Emotions are crazy.
Sometimes happy.
Sometimes sad.
And sometimes both, for no apparent reason!
Emotions can be so confusing.

It can feel like no one understands, especially when your emotions don’t even make sense to you. Of course, that makes you feel even worse, like something is wrong with you.

Adults can unknowingly add to the pressure. “I’m just glad I’m not a teenager anymore” is not helpful advice when you are the one struggling.

Emotions can be irrationalYou can’t reason through them.
Emotions can be inexplicable. You can’t explain the why or how.
Emotions can feel inescapable. You can’t get away from them.

Dealing with emotions is not only a teenage problem. In fact, the patterns that practice now will help or hinder you as an adult. Still, recent studies have shown that part of the reason emotions are such a big deal to teens is due to biological changes.

Simply expressing your feelings won’t change anything.

Throughout our lives we mature physically (and hopefully in other ways too). As teens, our brains are gearing up for adulthood. Both in toddlers and adolescents, the brain develops at a more rapid rate than at other times of development. Teenage brains are changing so fast that some of the parts of the brain that temper emotions with more mature reasoning haven’t caught up. So, part of the reason emotions feel so out of control in adolescence is because they are!

Some would use this as an excuse for inappropriate behavior. I can just hear someone saying to his or her mom and dad, “I can‘t help it!” or “God made me this way.” I can also hear your parents counter by saying “You don’t have to tell me your brain isn’t fully developed!” (Yeah, don’t try that one!)

Actually, one article on the web is titled, “Could teenage rebellion really be a sign of maturity?”

I’m shocked by the lack of understanding many secular establishments encourage when trying to help youth with emotions. Simply expressing your feelings won’t change anything. In fact, it may even fuel more negative feelings. Anger expressed only breeds more anger. Giving in to lustful feelings only fuels more lust.

Is there anything that can stabilize a teenager, so they don’t have major regrets?

First, remember that Jesus has “been there, done that.”

Hebrews 7:14 is an excellent source of encouragement. Jesus went through adolescence, too. He had the whole, weird “brain-growing-faster-than-mature-reasoning-abilities” thing!

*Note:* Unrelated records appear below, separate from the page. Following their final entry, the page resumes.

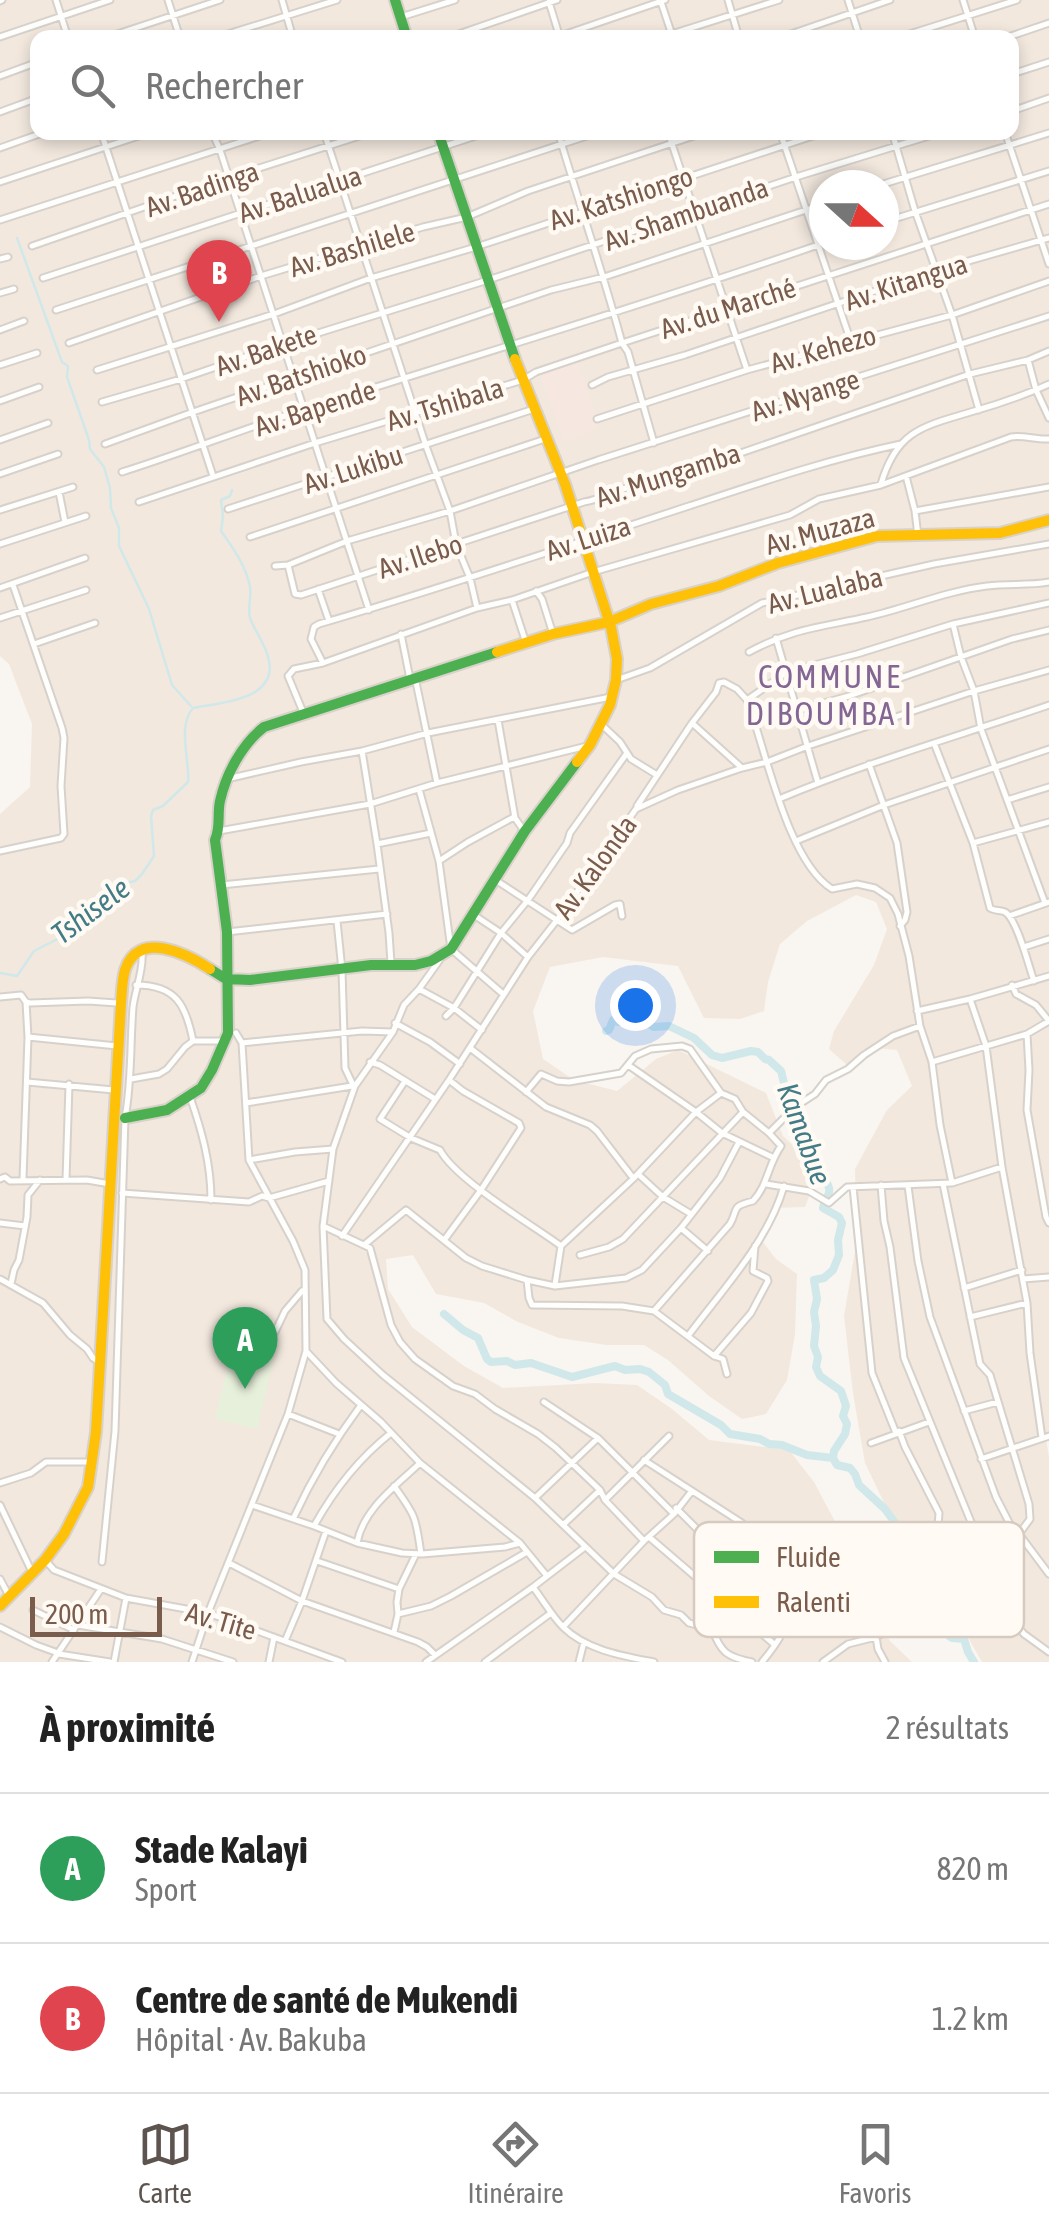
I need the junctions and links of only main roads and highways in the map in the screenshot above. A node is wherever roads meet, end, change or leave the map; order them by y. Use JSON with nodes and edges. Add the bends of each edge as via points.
{"nodes":[{"id":1,"x":395,"y":0,"type":"edge"},
{"id":2,"x":405,"y":30,"type":"edge"},
{"id":3,"x":441,"y":140,"type":"edge"},
{"id":4,"x":1049,"y":520,"type":"edge"},
{"id":5,"x":609,"y":622,"type":"junction"},
{"id":6,"x":226,"y":978,"type":"junction"},
{"id":7,"x":125,"y":1118,"type":"road end"},
{"id":8,"x":0,"y":1606,"type":"edge"}],
"edges":[{"from":1,"to":2,"type":"main road"},
{"from":3,"to":5,"type":"main road"},
{"from":4,"to":5,"type":"main road","name":"Av. Muzaza","via":[[1000,533],[877,536]]},
{"from":5,"to":6,"type":"main road","via":[[616,680],[602,724],[447,952],[424,964]]},
{"from":5,"to":6,"type":"main road","name":"Av. Muzaza","via":[[410,678],[257,731],[228,779],[214,840]]},
{"from":6,"to":7,"type":"main road","name":"Av. Muzaza","via":[[228,1033],[200,1088],[167,1110]]},
{"from":6,"to":8,"type":"main road","via":[[162,947],[140,951],[125,971],[117,1188],[88,1487],[46,1560]]}]}
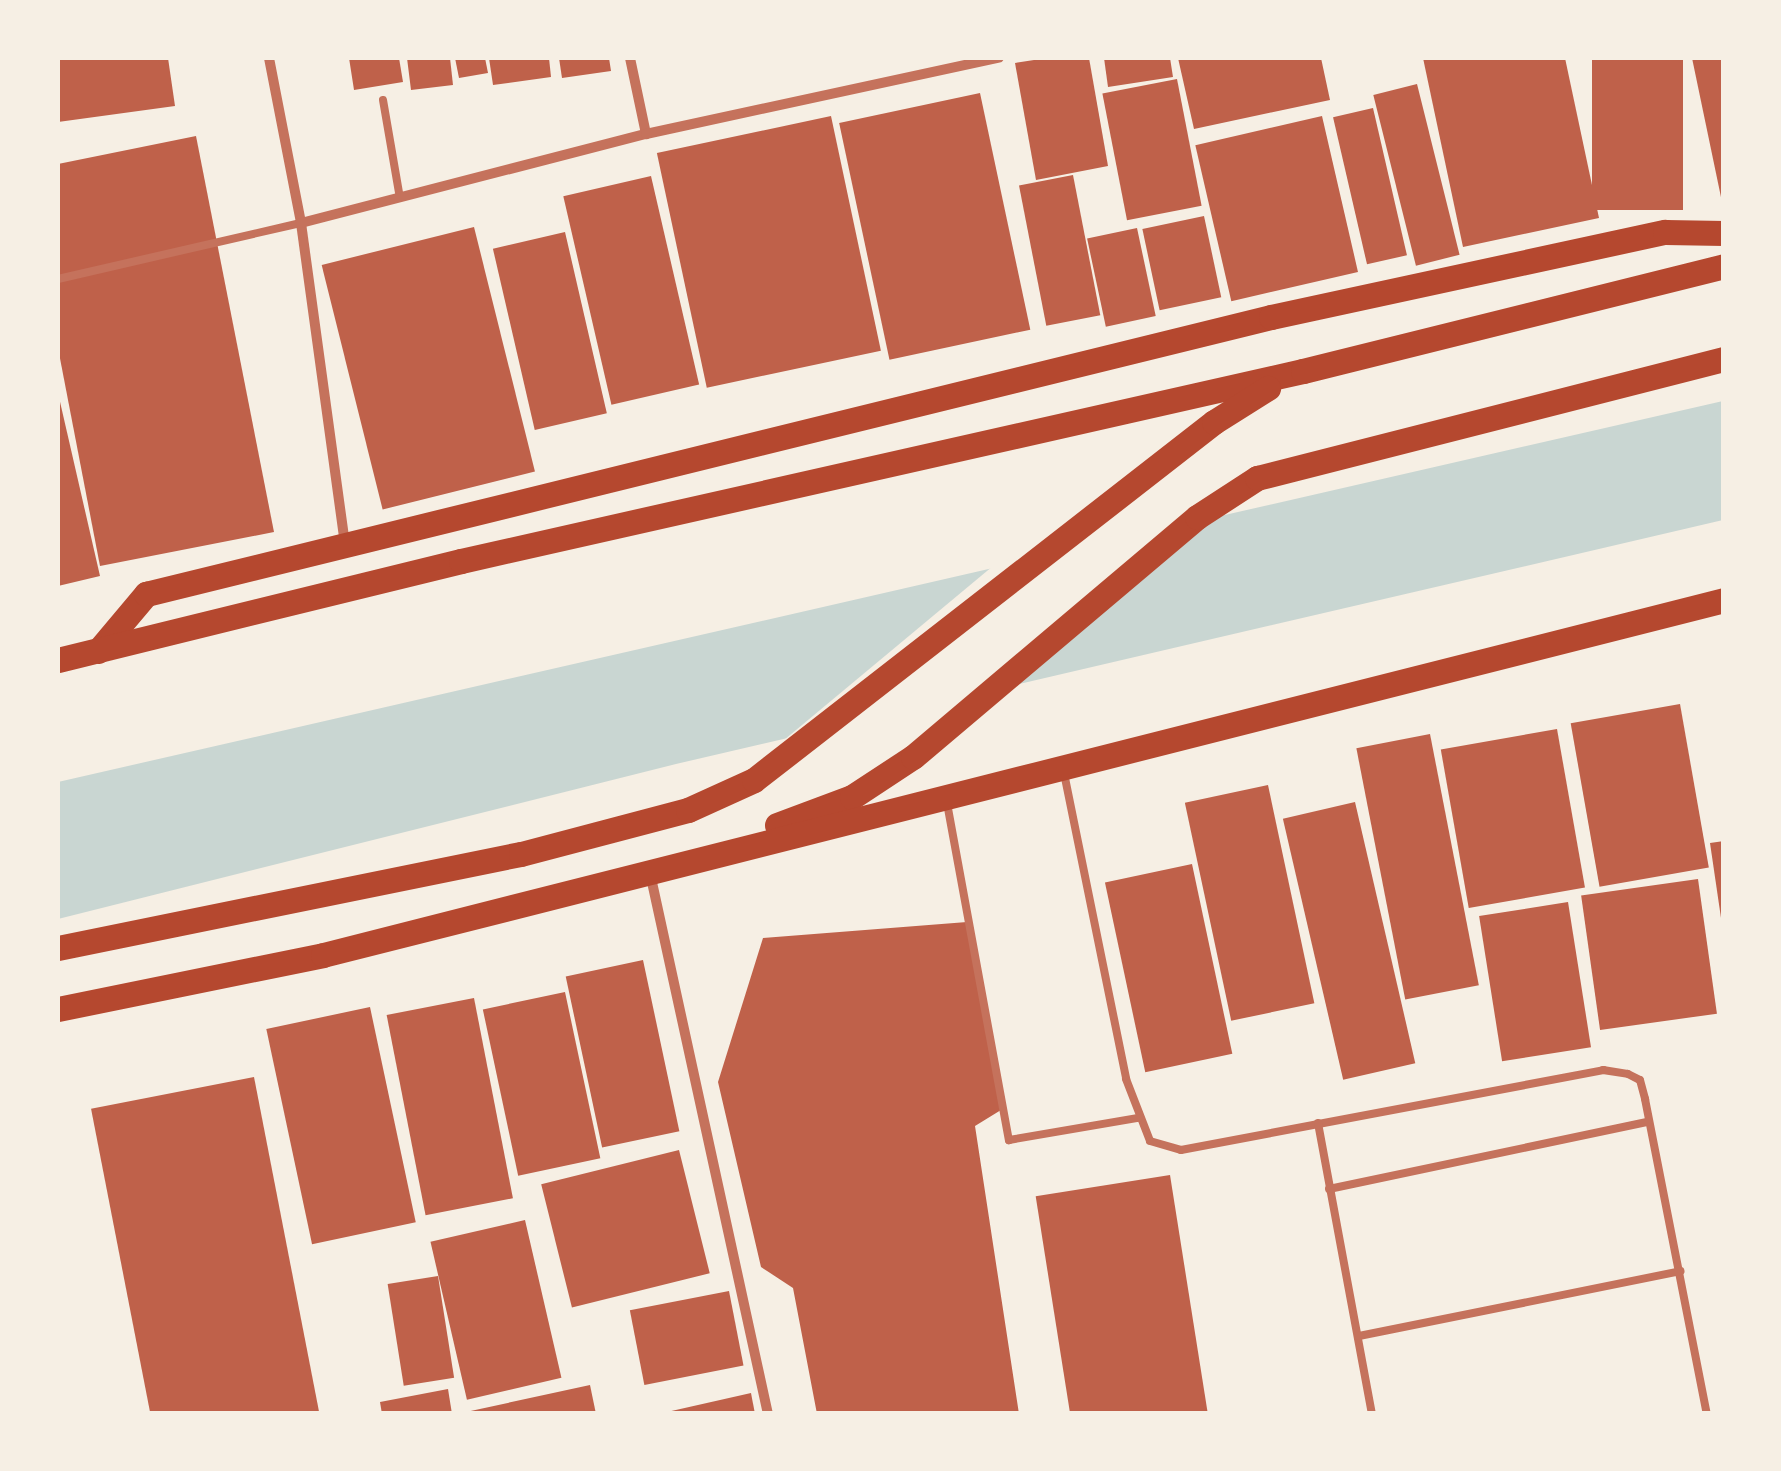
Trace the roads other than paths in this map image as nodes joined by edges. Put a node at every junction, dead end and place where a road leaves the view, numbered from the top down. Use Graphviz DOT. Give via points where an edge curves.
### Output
graph roads {
  1 [pos="269,58"];
  2 [pos="630,58"];
  3 [pos="1000,58"];
  4 [pos="384,100"];
  5 [pos="646,134"];
  6 [pos="400,198"];
  7 [pos="300,223"];
  8 [pos="1724,233"];
  9 [pos="1724,266"];
  10 [pos="58,278"];
  11 [pos="1724,359"];
  12 [pos="1302,372"];
  13 [pos="346,544"];
  14 [pos="1724,600"];
  15 [pos="98,651"];
  16 [pos="58,660"];
  17 [pos="1064,768"];
  18 [pos="946,798"];
  19 [pos="650,873"];
  20 [pos="58,948"];
  21 [pos="228,974"];
  22 [pos="58,1010"];
  23 [pos="1138,1118"];
  24 [pos="1648,1122"];
  25 [pos="1318,1124"];
  26 [pos="1329,1189"];
  27 [pos="1681,1270"];
  28 [pos="1358,1336"];
  29 [pos="768,1414"];
  30 [pos="1372,1414"];
  31 [pos="1707,1414"];
  1 -- 7 [label="street"];
  2 -- 5 [label="street"];
  3 -- 5 [label="street"];
  4 -- 6 [label="lane"];
  5 -- 6 [label="street"];
  6 -- 7 [label="street"];
  7 -- 10 [label="lane"];
  7 -- 13 [label="street"];
  8 -- 13 [label="main road" via="1665,232 1271,317"];
  9 -- 12 [label="main road"];
  11 -- 21 [label="main road" via="1257,478 1196,518 931,743 852,796 798,820"];
  12 -- 15 [label="main road" via="461,561"];
  12 -- 20 [label="main road" via="1214,422 754,780 688,810 456,869"];
  13 -- 15 [label="main road" via="146,594"];
  14 -- 17 [label="main road"];
  15 -- 16 [label="main road"];
  17 -- 18 [label="main road"];
  17 -- 23 [label="lane"];
  18 -- 19 [label="main road"];
  18 -- 23 [label="lane" via="1009,1140"];
  19 -- 21 [label="main road"];
  19 -- 29 [label="street"];
  21 -- 22 [label="main road"];
  23 -- 25 [label="lane" via="1150,1141 1180,1150"];
  24 -- 25 [label="lane" via="1640,1080 1603,1070"];
  24 -- 26 [label="lane"];
  24 -- 27 [label="lane"];
  25 -- 26 [label="lane"];
  26 -- 28 [label="lane"];
  27 -- 28 [label="lane"];
  27 -- 31 [label="lane"];
  28 -- 30 [label="lane"];
}
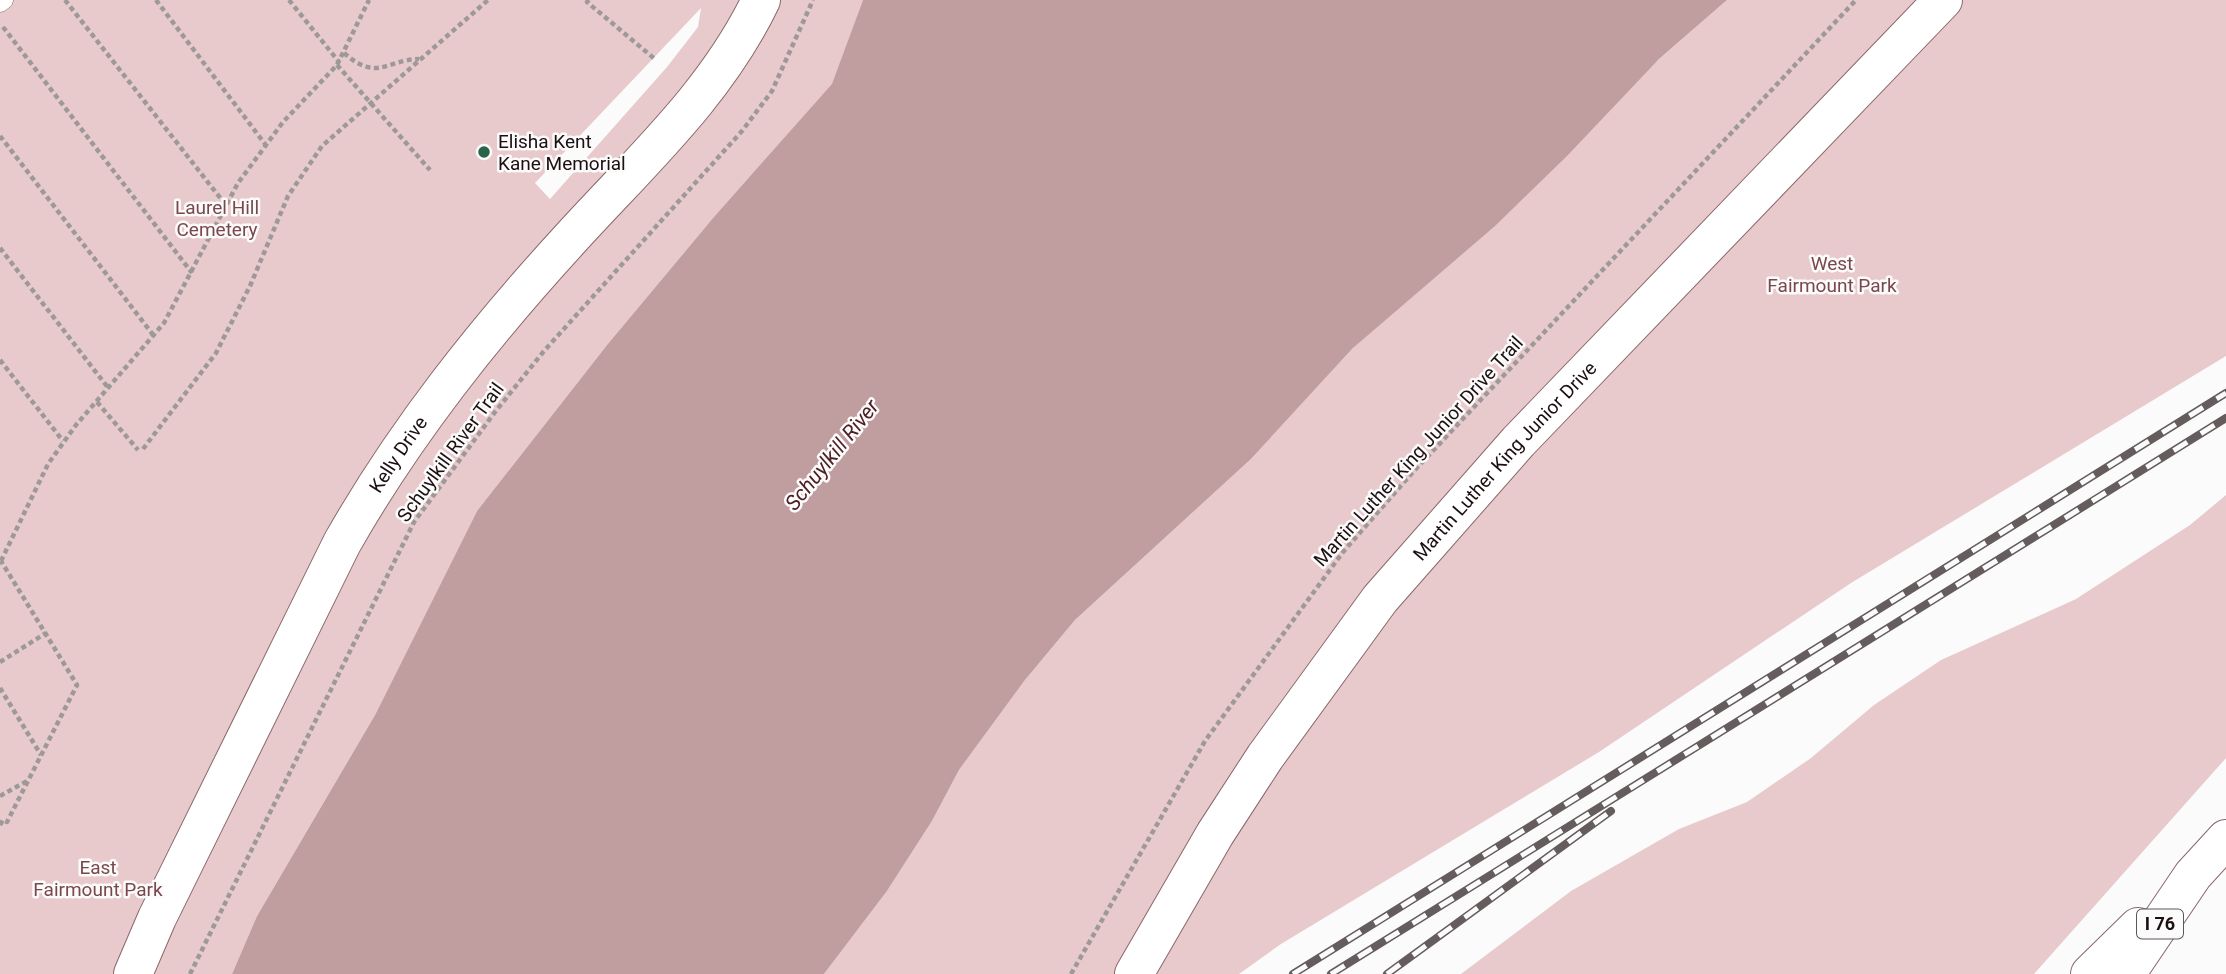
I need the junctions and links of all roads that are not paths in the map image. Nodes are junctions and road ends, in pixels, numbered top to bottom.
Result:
1 (4, 0) edge
2 (761, 0) edge
3 (1943, 0) edge
4 (0, 3) edge
5 (2226, 839) edge
6 (2193, 875) junction
7 (133, 974) edge
8 (1134, 974) edge
9 (2090, 974) edge
10 (2126, 974) edge

1 - 4 lane
2 - 7 main road, Kelly Drive
3 - 8 main road, Martin Luther King Junior Drive
5 - 6 main road, I 76
6 - 9 main road
6 - 10 main road, I 76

He was “in all points tempted like we are” and never sinned. (Which is cool, because He knows how to help us in our struggles and temptations!)

His teen years were “full of grace and truth”! (John 1:14)  So, yeah, it’s possible! (And He’s the Only One who can help us do it, too!)

Second, stop and thinks about your emotions.

So many of us “stuff ‘em” or “dump ‘em” before we ever really think through our emotions and bring them to God for help. Emotions in themselves aren’t sinful. However, when you sinfully act based on your emotions, you’re in trouble.

Realize that emotions can actually be warnings that something is wrong. As you take them to God, He can heal hurting parts of your heart or correct areas that need to improve. Also, realize that your brain could just be in a growth spurt.  This, too, will pass. One emotion doesn’t last forever.

Third, don’t forget to sleep!

It’s the most helpful ingredient no one thinks about! Sleep allows your brain the rest it needs to react better when emotions get crazy.

Finally, turn your whole person over to God — body, emotions, and spirit.

Most importantly, one beautiful truth that we embrace is that God can have full control of our lives, including our emotions. That means, regardless of what your brain is doing, you can rely on the God who made it to help you through this in a way that will honor Him.​

Emotions can be a powerful driving force that God uses to accomplish His purpose in us.

You don’t have to be afraid of your emotions, if you are taking them to Him. If He has     complete authority, He can mold or channel them in a direction that is healthy and wholesome.  Emotions can be a powerful driving force that God uses to accomplish His purpose in us!We do not have emotions just to make our lives difficult. Emotions are wonderful! They enhance our worship, relationships, and experiences. They inspire us to show compassion. They influence change as our will gets involved to help.

God created your emotions. They’ll work best when He’s in control.

 

One thought

  1. This advice is so spot on. If taken to heart it can save many a soul from great confusion. Great article!